You can now write a message below your name after you become a paying member. Gold Explorers can do many things such has "gold only" missions. They also get to buy certain clothes and get a mansion with 6 rooms (8 including the main room and the grounds) to decorate any way they choose.

==Environment==
Dizzywood's environment ranged from forest to jungle to beaches. There was even a town in the sky and an underground hideout. Each place had a host that updated players on the latest things happening around town.

==Activities and Events==
There are many activities and events in Dizzywood. Most activity takes place in the form of mini-games and group events such as growing a plant or tree or finding a treasure in a rock pile. The site also produces several daily events, called Dizzy Activities, that follow short story-arcs and typically unfold over a four-day period each week.
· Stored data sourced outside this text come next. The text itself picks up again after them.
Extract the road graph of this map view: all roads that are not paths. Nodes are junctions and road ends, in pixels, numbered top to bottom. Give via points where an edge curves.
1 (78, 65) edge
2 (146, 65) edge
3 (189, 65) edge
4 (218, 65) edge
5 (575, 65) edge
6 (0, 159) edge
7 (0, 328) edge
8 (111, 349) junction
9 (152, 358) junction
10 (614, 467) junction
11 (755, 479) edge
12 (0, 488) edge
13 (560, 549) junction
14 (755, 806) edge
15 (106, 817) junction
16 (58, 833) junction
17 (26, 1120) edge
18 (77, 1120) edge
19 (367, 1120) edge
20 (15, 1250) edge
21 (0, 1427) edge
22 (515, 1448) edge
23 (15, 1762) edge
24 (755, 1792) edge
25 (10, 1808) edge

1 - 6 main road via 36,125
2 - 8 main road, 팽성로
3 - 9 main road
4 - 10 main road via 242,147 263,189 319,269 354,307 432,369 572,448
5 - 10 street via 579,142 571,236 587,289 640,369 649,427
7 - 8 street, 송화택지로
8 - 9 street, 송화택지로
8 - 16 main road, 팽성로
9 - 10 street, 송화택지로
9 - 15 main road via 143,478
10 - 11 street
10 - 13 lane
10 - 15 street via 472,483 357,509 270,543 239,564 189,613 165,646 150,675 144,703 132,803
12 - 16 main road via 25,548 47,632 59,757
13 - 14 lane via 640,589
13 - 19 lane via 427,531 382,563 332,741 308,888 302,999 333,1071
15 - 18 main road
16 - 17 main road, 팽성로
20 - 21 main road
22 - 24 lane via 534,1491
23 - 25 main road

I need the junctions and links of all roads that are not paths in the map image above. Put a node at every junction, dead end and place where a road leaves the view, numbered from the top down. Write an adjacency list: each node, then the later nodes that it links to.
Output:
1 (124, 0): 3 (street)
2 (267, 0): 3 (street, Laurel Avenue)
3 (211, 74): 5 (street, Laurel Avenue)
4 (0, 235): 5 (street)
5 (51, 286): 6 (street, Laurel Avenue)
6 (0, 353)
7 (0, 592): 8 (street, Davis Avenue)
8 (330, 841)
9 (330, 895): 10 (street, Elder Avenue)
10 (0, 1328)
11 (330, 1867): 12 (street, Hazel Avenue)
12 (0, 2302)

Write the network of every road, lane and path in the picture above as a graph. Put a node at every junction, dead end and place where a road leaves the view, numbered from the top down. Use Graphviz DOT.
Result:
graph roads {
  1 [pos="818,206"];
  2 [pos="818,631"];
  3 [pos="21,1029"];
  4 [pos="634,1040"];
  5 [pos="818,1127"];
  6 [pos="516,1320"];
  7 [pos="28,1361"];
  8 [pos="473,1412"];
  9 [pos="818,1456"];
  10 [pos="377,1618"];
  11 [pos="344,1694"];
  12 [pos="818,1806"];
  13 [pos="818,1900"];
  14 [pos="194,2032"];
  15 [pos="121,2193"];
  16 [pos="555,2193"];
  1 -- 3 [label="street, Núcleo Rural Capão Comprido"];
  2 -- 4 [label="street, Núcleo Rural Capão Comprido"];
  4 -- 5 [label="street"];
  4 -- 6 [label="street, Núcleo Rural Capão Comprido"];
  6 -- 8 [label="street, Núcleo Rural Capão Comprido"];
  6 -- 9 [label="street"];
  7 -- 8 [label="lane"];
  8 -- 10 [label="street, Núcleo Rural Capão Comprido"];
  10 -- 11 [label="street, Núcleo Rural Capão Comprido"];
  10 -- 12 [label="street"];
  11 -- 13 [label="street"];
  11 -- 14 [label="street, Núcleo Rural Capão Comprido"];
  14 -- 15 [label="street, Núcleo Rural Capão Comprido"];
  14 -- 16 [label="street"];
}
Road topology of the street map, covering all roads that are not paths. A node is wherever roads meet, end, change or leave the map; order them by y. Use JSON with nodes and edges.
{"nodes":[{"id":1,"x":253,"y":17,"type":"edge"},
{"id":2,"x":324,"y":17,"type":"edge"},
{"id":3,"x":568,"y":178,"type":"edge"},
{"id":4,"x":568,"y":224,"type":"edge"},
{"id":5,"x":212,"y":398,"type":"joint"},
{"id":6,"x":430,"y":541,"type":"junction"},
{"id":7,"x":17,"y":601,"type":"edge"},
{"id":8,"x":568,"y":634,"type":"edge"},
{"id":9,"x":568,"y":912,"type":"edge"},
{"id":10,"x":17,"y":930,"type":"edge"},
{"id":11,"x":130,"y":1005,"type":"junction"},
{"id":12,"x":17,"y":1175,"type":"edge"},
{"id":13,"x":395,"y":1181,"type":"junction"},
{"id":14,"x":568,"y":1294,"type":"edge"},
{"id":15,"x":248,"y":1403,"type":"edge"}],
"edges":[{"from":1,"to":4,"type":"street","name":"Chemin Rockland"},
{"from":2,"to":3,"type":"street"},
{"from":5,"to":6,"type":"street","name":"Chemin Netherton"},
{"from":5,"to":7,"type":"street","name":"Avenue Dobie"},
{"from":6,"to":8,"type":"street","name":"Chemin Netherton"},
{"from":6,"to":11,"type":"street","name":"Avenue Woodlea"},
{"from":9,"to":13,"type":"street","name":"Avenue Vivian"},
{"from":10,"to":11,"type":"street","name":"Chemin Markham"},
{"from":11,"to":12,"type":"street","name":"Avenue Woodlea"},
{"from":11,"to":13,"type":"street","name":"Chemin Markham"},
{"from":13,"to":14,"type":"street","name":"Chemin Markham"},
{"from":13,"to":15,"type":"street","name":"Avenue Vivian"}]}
Most of the story-driven activities involve players attempting to defeat the game's arch-villain, Emperor Withering. For example, a recent story-line encouraged players to clean up pollution and fix broken machines that were destroyed by Withering's henchmen. From finishing a mission you can receive a special item, coins, or it can unlock other related missions.

==Closing==

Dizzywood was said to close on December 31, 2010, but it remained in the US until January 12, 2011.

==App==
On September 20, 2012, Dizzywood posted an app at the iTunes store. This app was later updated on October 10, 2012 with new levels. This app is a game in the style of Dizzwood, where the player moves around the 'diamonds' to get three or over in a row. If you get a certain kind and number of one of the coloured diamonds, you earn enough points to destroy the swamp creatures. The objective of this game is to 'save the swamp' and there are many levels to do so. This was designed by the creators of Dizzywood, Rocket Paper Scissors. This has been thought to be the new update Dizzywood wrote about in their last blog article, however this is speculation, as there has been no official word on the matter yet.